#### Task objective
Report every line of the records below that contains the word "than".

#### Supplied material
%%

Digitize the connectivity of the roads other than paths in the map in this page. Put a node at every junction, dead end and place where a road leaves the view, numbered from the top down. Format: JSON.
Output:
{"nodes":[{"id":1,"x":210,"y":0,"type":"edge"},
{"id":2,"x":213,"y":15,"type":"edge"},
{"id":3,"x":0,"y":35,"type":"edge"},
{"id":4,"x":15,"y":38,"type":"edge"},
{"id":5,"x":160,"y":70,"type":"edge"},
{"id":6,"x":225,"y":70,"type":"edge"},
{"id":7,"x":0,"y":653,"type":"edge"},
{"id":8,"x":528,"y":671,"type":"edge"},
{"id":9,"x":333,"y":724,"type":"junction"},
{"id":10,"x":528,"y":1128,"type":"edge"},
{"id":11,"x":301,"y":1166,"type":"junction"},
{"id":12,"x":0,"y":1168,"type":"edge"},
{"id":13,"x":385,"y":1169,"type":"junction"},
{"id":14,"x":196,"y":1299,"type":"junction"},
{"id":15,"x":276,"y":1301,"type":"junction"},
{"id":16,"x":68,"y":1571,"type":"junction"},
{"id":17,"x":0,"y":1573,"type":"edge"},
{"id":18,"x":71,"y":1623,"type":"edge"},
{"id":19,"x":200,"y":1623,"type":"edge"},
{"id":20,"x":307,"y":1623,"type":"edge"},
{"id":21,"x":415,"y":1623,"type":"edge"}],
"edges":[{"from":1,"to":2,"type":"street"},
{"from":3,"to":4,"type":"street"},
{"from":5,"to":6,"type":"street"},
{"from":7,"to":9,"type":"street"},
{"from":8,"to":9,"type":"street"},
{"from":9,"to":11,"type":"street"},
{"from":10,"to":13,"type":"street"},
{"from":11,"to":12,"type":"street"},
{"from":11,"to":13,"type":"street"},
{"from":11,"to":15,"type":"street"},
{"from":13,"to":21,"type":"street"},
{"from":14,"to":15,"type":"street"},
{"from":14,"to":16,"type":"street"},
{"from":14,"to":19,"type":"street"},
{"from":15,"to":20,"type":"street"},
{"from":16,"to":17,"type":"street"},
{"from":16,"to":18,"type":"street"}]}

%%
%%

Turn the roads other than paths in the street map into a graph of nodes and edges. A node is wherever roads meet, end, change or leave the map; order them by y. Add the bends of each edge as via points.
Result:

%%

#### Exercise answer
Digitize the connectivity of the roads other than paths in the map in this page. Put a node at every junction, dead end and place where a road leaves the view, numbered from the top down. Format: JSON.
Turn the roads other than paths in the street map into a graph of nodes and edges. A node is wherever roads meet, end, change or leave the map; order them by y. Add the bends of each edge as via points.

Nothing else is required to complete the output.